**WORK INSTRUCTION**. Copy out each line of the entries where the word "dead" is present.

**GIVEN ENTRIES**.

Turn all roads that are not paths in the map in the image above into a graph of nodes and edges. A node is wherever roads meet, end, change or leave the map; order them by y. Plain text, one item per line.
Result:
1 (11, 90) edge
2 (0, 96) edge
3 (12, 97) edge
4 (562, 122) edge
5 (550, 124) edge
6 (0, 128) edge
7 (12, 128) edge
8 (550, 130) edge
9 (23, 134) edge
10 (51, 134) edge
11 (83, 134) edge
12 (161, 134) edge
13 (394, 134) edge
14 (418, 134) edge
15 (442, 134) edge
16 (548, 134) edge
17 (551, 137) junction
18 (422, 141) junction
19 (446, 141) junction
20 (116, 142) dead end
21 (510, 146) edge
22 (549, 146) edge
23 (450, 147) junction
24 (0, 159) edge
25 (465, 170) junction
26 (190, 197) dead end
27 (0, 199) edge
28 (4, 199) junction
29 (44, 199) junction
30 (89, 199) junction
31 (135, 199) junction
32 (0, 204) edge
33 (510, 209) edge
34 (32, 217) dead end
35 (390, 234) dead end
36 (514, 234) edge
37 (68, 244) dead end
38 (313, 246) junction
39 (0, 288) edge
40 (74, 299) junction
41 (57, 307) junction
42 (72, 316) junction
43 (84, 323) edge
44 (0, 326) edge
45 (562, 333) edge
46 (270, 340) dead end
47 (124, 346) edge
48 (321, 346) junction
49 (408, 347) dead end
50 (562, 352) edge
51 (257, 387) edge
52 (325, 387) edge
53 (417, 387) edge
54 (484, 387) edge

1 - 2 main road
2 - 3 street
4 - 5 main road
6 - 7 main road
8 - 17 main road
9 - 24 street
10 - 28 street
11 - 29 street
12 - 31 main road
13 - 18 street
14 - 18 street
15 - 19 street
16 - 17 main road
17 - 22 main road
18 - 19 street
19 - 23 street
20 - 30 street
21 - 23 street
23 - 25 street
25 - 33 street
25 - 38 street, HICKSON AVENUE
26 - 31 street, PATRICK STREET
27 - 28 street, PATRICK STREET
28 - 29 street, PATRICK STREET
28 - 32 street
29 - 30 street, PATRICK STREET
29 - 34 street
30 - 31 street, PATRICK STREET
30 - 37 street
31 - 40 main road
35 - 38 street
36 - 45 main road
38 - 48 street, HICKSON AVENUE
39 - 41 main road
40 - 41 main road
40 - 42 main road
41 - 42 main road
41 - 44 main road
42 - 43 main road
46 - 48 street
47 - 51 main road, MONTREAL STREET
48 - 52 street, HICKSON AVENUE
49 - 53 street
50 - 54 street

**OUTPUT FOR THIS TASK**.
20 (116, 142) dead end
26 (190, 197) dead end
34 (32, 217) dead end
35 (390, 234) dead end
37 (68, 244) dead end
46 (270, 340) dead end
49 (408, 347) dead end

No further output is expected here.